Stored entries
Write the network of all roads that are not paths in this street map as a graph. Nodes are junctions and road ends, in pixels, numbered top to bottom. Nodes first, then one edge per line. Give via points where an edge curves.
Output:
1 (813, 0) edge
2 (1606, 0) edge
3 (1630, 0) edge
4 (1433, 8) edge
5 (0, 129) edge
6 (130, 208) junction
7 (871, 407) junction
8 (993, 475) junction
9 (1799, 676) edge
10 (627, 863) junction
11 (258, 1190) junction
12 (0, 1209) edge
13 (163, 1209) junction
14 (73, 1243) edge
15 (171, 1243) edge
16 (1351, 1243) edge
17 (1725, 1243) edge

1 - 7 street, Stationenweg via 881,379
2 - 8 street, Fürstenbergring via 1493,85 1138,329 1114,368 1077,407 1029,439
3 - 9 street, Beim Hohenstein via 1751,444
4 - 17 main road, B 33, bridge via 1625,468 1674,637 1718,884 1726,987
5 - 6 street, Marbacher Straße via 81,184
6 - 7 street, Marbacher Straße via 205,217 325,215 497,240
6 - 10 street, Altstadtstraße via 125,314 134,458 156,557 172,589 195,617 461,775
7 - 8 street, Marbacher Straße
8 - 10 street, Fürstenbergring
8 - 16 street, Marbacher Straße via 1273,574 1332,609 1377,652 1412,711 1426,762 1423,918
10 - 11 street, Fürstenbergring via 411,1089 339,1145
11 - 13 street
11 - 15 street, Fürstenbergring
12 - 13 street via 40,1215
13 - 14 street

**Exercise instructions**
Write the whole of the data out again exactly as it stands.

**Response box**
Write the network of all roads that are not paths in this street map as a graph. Nodes are junctions and road ends, in pixels, numbered top to bottom. Nodes first, then one edge per line. Give via points where an edge curves.
Output:
1 (813, 0) edge
2 (1606, 0) edge
3 (1630, 0) edge
4 (1433, 8) edge
5 (0, 129) edge
6 (130, 208) junction
7 (871, 407) junction
8 (993, 475) junction
9 (1799, 676) edge
10 (627, 863) junction
11 (258, 1190) junction
12 (0, 1209) edge
13 (163, 1209) junction
14 (73, 1243) edge
15 (171, 1243) edge
16 (1351, 1243) edge
17 (1725, 1243) edge

1 - 7 street, Stationenweg via 881,379
2 - 8 street, Fürstenbergring via 1493,85 1138,329 1114,368 1077,407 1029,439
3 - 9 street, Beim Hohenstein via 1751,444
4 - 17 main road, B 33, bridge via 1625,468 1674,637 1718,884 1726,987
5 - 6 street, Marbacher Straße via 81,184
6 - 7 street, Marbacher Straße via 205,217 325,215 497,240
6 - 10 street, Altstadtstraße via 125,314 134,458 156,557 172,589 195,617 461,775
7 - 8 street, Marbacher Straße
8 - 10 street, Fürstenbergring
8 - 16 street, Marbacher Straße via 1273,574 1332,609 1377,652 1412,711 1426,762 1423,918
10 - 11 street, Fürstenbergring via 411,1089 339,1145
11 - 13 street
11 - 15 street, Fürstenbergring
12 - 13 street via 40,1215
13 - 14 street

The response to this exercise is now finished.